# Task material
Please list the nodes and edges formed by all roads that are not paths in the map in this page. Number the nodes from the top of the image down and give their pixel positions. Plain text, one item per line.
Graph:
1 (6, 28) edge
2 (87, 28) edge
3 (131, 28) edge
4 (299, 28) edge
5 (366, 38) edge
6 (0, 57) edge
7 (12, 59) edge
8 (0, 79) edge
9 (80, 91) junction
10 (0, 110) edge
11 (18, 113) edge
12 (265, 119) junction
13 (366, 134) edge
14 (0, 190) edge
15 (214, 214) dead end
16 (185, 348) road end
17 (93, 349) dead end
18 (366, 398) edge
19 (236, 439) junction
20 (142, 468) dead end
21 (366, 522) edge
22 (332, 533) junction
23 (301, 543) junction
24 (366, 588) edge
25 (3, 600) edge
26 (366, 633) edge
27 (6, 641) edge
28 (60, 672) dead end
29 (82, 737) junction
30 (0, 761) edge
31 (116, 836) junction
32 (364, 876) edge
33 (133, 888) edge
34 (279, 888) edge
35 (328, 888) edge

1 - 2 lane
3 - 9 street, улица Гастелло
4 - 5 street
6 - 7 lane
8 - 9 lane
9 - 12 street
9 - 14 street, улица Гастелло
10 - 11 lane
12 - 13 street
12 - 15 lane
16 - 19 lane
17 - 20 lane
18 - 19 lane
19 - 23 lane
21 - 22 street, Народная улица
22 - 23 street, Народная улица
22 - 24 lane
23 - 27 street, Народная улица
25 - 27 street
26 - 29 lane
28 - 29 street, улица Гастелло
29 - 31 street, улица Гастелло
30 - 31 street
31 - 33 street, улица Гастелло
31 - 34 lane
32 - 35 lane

---

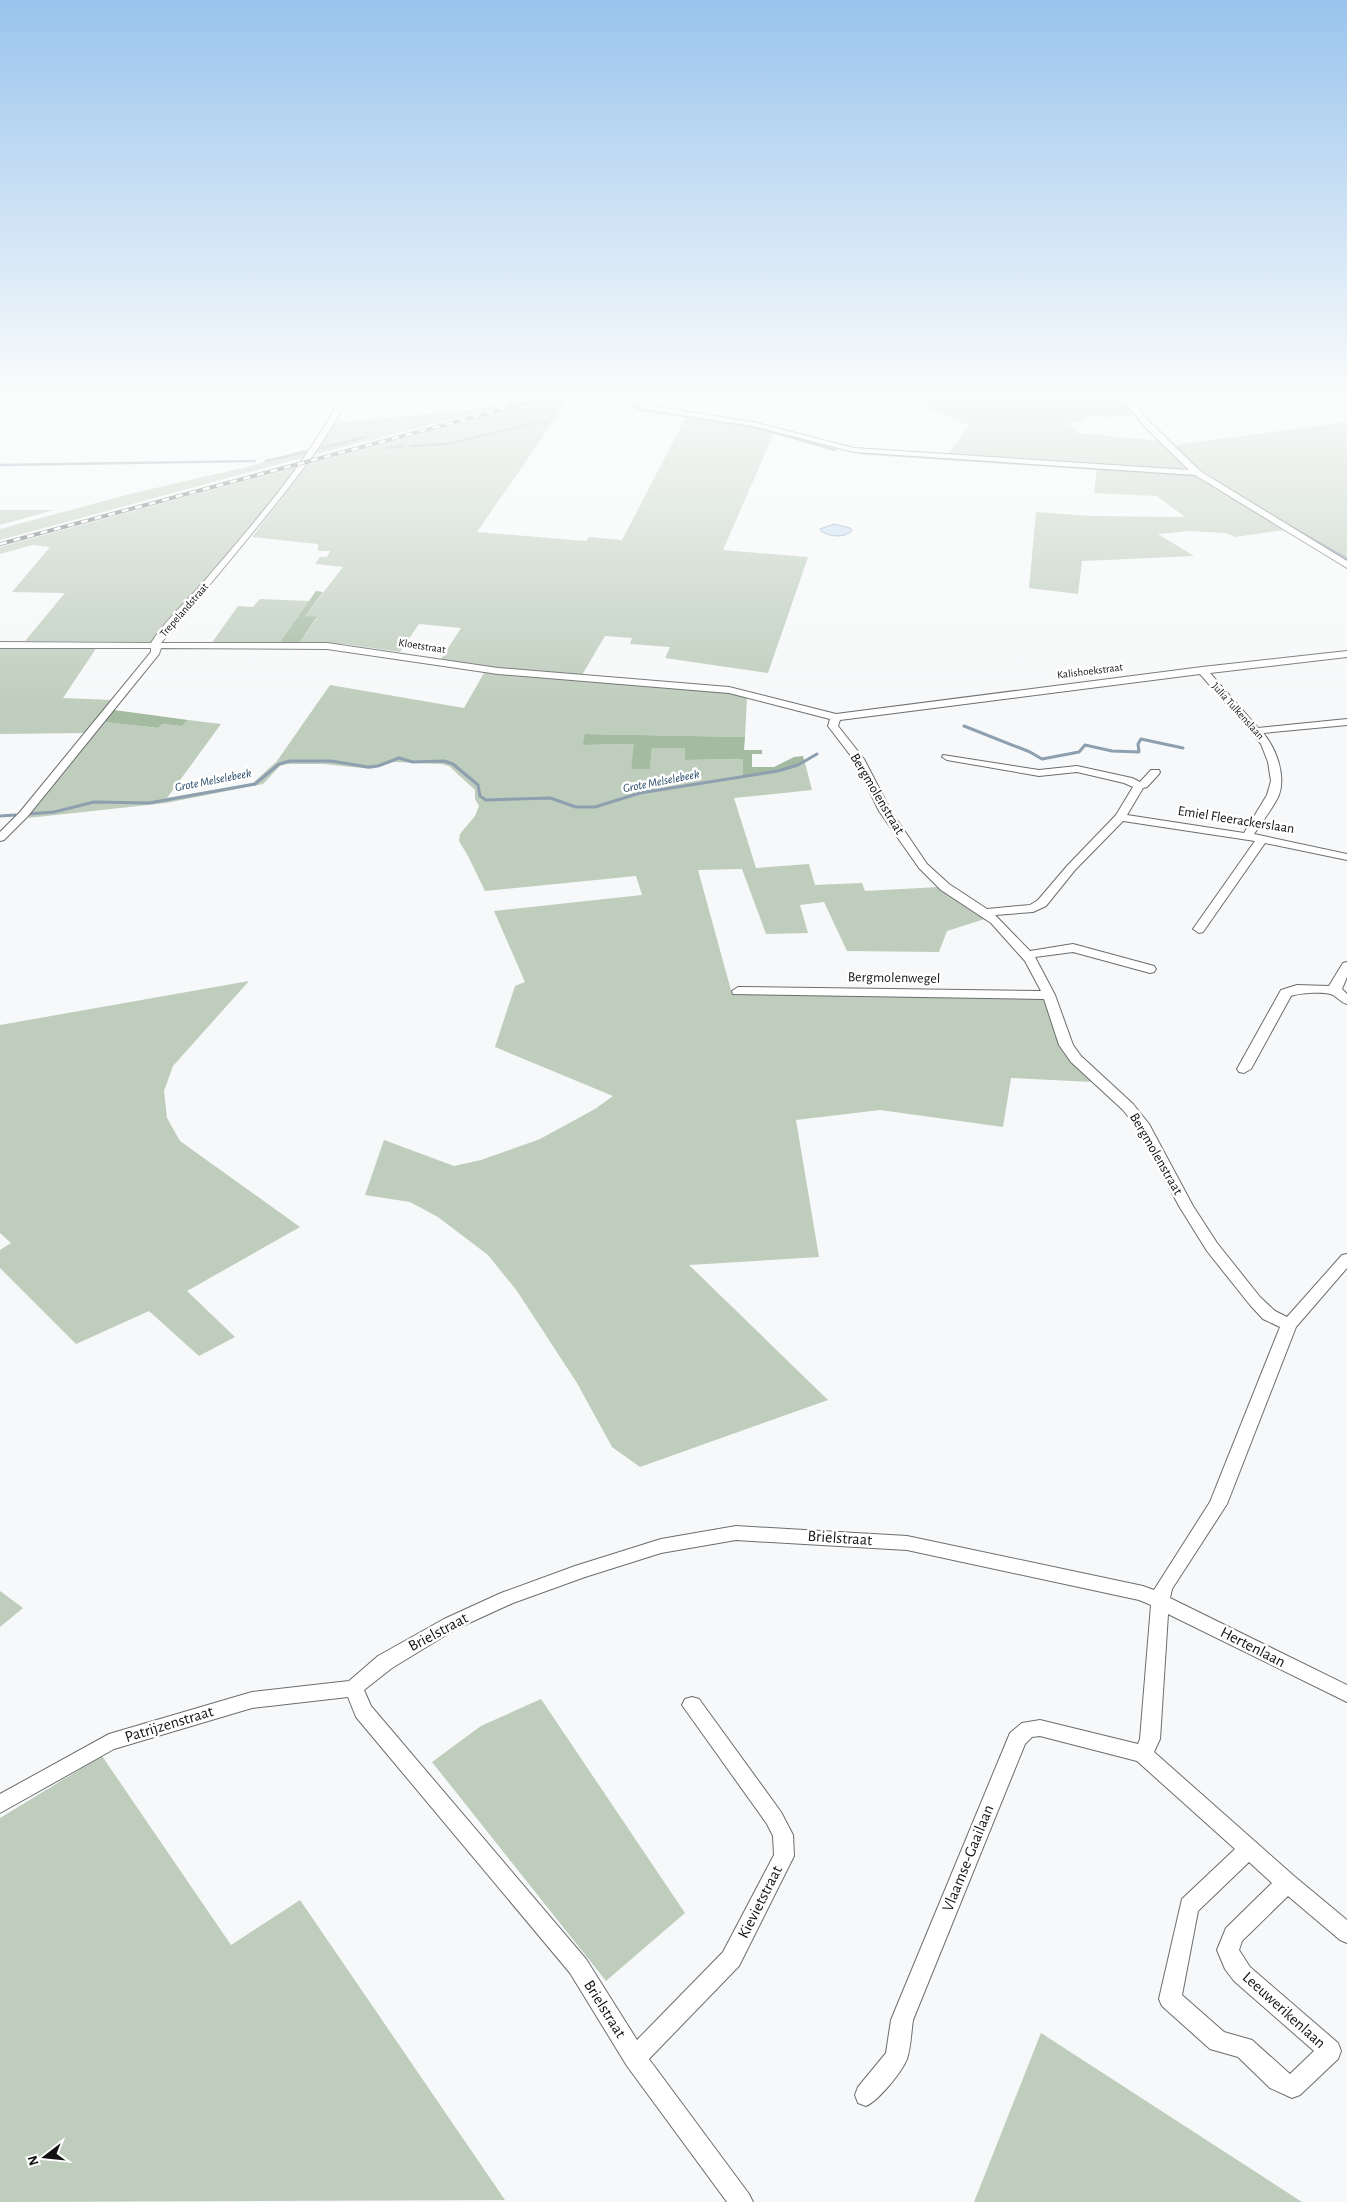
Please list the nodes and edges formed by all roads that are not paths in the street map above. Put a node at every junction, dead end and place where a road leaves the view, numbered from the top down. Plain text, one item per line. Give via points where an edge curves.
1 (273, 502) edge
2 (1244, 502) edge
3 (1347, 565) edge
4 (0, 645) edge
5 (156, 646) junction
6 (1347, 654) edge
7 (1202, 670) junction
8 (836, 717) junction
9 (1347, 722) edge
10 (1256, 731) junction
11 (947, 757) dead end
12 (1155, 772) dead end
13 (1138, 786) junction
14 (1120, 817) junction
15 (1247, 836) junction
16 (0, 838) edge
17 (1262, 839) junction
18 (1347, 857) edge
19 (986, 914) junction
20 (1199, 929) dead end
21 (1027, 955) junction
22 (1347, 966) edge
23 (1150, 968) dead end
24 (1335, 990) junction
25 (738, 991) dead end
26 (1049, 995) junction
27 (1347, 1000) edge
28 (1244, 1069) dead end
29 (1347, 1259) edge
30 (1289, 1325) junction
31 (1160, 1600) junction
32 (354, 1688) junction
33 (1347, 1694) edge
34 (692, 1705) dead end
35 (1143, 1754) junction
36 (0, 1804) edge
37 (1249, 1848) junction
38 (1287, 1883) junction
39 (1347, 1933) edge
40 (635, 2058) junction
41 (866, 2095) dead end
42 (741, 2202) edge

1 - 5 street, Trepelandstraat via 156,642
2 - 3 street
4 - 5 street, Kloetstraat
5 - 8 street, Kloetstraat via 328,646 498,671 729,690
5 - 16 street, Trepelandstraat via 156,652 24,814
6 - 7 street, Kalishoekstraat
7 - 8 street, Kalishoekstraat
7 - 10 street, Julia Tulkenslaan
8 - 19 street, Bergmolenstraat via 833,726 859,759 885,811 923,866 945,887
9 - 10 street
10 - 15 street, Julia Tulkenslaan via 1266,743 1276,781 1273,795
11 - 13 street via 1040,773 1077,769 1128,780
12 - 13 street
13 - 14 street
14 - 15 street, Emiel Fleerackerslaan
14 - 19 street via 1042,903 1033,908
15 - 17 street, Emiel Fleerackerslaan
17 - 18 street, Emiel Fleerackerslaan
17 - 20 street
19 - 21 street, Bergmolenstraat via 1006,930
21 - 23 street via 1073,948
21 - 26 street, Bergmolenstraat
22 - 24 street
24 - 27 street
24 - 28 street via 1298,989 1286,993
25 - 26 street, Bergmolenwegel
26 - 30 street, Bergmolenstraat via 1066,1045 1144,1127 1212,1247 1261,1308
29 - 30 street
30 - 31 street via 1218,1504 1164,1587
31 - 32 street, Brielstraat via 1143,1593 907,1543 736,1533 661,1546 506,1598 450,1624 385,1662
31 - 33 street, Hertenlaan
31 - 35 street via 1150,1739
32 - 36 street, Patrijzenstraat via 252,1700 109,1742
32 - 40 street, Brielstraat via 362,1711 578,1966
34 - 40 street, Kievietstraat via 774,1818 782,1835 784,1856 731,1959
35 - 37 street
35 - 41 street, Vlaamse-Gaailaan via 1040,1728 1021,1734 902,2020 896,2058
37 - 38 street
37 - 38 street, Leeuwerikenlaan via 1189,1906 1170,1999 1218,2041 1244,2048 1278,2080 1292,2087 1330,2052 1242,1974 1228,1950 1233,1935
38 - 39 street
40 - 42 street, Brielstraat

# Required work
Using the records above, pull out each line where the word "Trepelandstraat" occurs.

# Written response
1 - 5 street, Trepelandstraat via 156,642
5 - 16 street, Trepelandstraat via 156,652 24,814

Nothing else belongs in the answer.